Jensen’s message was that GPU-accelerated machine learning is growing to touch every aspect of computing. While it’s becoming easier to use neural nets, the technology still has a way to go to reach a broader audience. It’s a hard problem, but Nvidia likes to tackle hard problems.
The Nvidia strategy is to disburse machine learning into every market. To accomplish this, the company is investing in Deep Learning Institute, a training program to spread the deep learning neural net programming model to a new class of developers.
Much as Sun promoted Java with an extensive series of courses, Nvidia wants to get all programmers to understand neural net programming. With deep neural networks (DNNs) promulgated into many segments, and with cloud support from all major cloud service suppliers, deep learning (DL) can be everywhere — accessible any way you want it, and integrated into every framework.
DL also will come to the Edge; IoT will be so ubiquitous that we will need software writing software, Jensen predicted. The future of artificial intelligence is about the automation of automation.
Nvidia Drives AI Into Toyota
Bringing DL to a wider market also drove Nvidia to build a new computer for autonomous driving.
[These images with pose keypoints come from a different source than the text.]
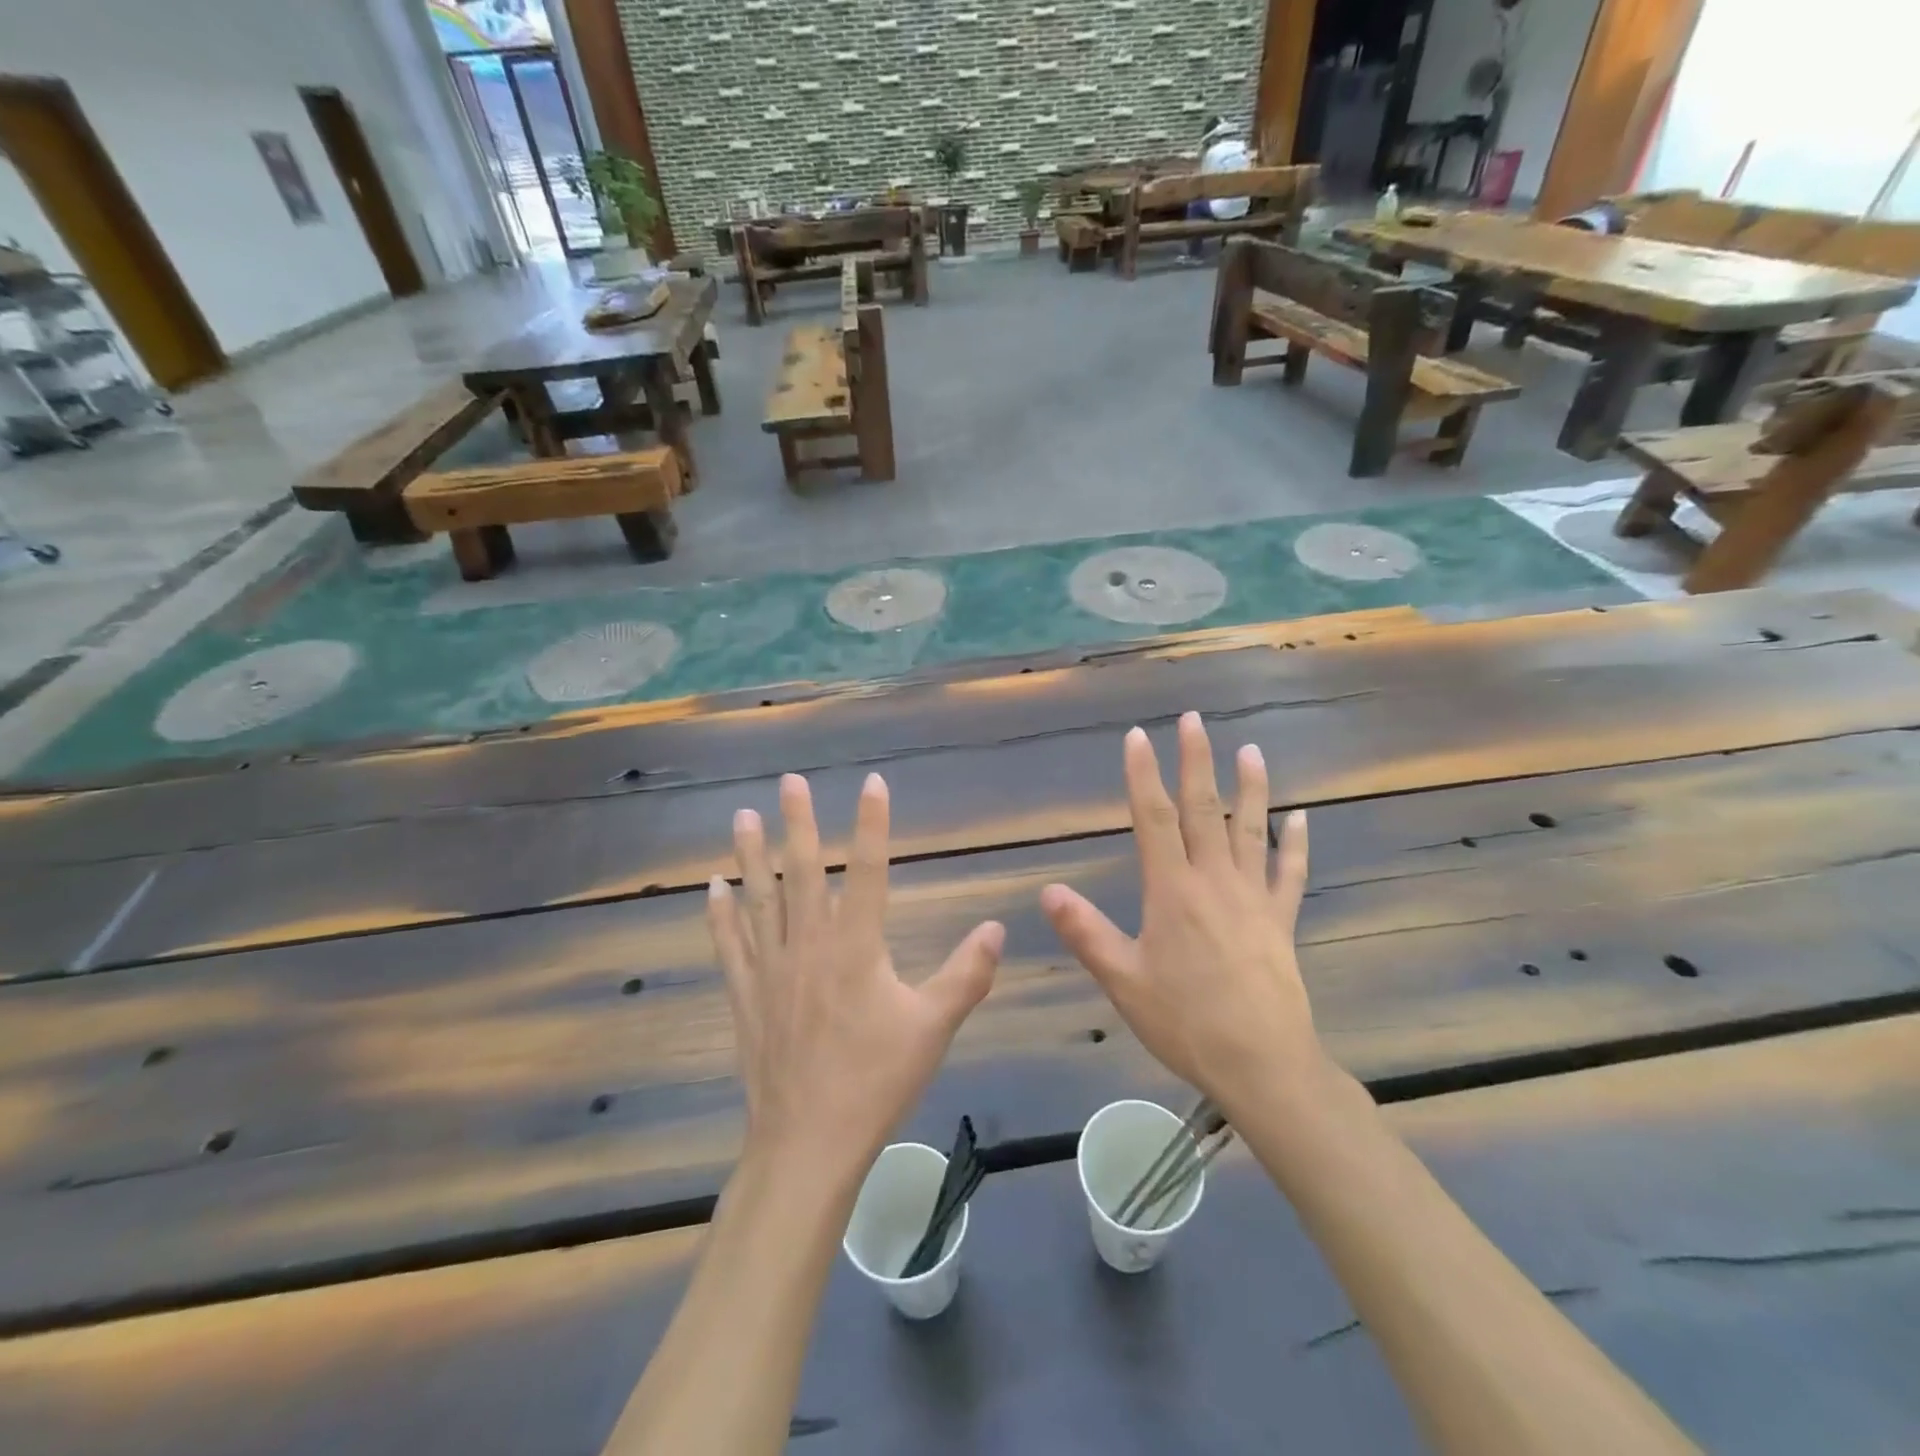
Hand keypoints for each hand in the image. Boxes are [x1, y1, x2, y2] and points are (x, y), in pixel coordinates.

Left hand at [708, 772, 1004, 1183]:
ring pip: (760, 898)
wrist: (808, 1142)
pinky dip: (719, 913)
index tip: (872, 783)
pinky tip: (711, 887)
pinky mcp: (746, 995)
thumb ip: (967, 973)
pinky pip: (729, 944)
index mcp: (856, 947)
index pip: (868, 870)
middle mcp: (809, 944)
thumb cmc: (875, 1081)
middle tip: (789, 781)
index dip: (872, 823)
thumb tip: (998, 927)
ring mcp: (771, 968)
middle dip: (798, 822)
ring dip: (751, 854)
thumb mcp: (934, 1028)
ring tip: (741, 815)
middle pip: (803, 871)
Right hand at [1040, 713, 1318, 1116]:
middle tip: (1194, 720)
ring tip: (1250, 750)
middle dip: (1195, 761)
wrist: (1262, 1064)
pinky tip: (1302, 819)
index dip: (1143, 774)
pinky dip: (1296, 844)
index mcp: (1172, 890)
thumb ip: (1085, 932)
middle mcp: (1214, 881)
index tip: (1139, 736)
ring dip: (1250, 788)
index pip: (1153, 818)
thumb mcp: (1122, 980)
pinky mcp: (1280, 921)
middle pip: (1202, 809)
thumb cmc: (1184, 1021)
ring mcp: (1253, 898)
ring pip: (1250, 830)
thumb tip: (1048, 891)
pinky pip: (1290, 873)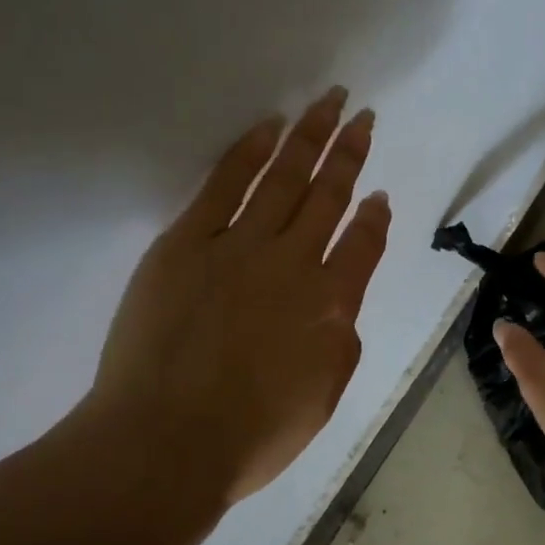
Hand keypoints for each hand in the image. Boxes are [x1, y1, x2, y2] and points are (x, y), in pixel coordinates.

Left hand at [84, 88, 390, 505]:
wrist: (165, 442)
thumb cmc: (250, 436)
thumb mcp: (321, 400)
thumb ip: (339, 345)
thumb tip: (338, 309)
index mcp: (330, 306)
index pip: (363, 246)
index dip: (375, 217)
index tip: (379, 196)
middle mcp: (293, 264)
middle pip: (329, 196)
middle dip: (350, 154)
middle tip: (364, 117)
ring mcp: (239, 246)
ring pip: (285, 178)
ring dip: (310, 136)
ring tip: (330, 102)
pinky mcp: (186, 242)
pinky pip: (225, 185)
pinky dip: (250, 152)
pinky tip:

The Xavier processor is the next generation of processor powering the company’s Drive PX platform.
This new platform was chosen by Toyota as the basis for production of autonomous cars in the future. Nvidia couldn’t reveal any details of when we’ll see Toyota cars using Xavier on the road, but there will be various levels of autonomy. including copiloting for commuting and “guardian angel” accident avoidance.
Unique to the Xavier processor is the DLA, a deep learning accelerator that offers 10 Tera operations of performance. The custom DLA will improve power and speed for specialized functions such as computer vision.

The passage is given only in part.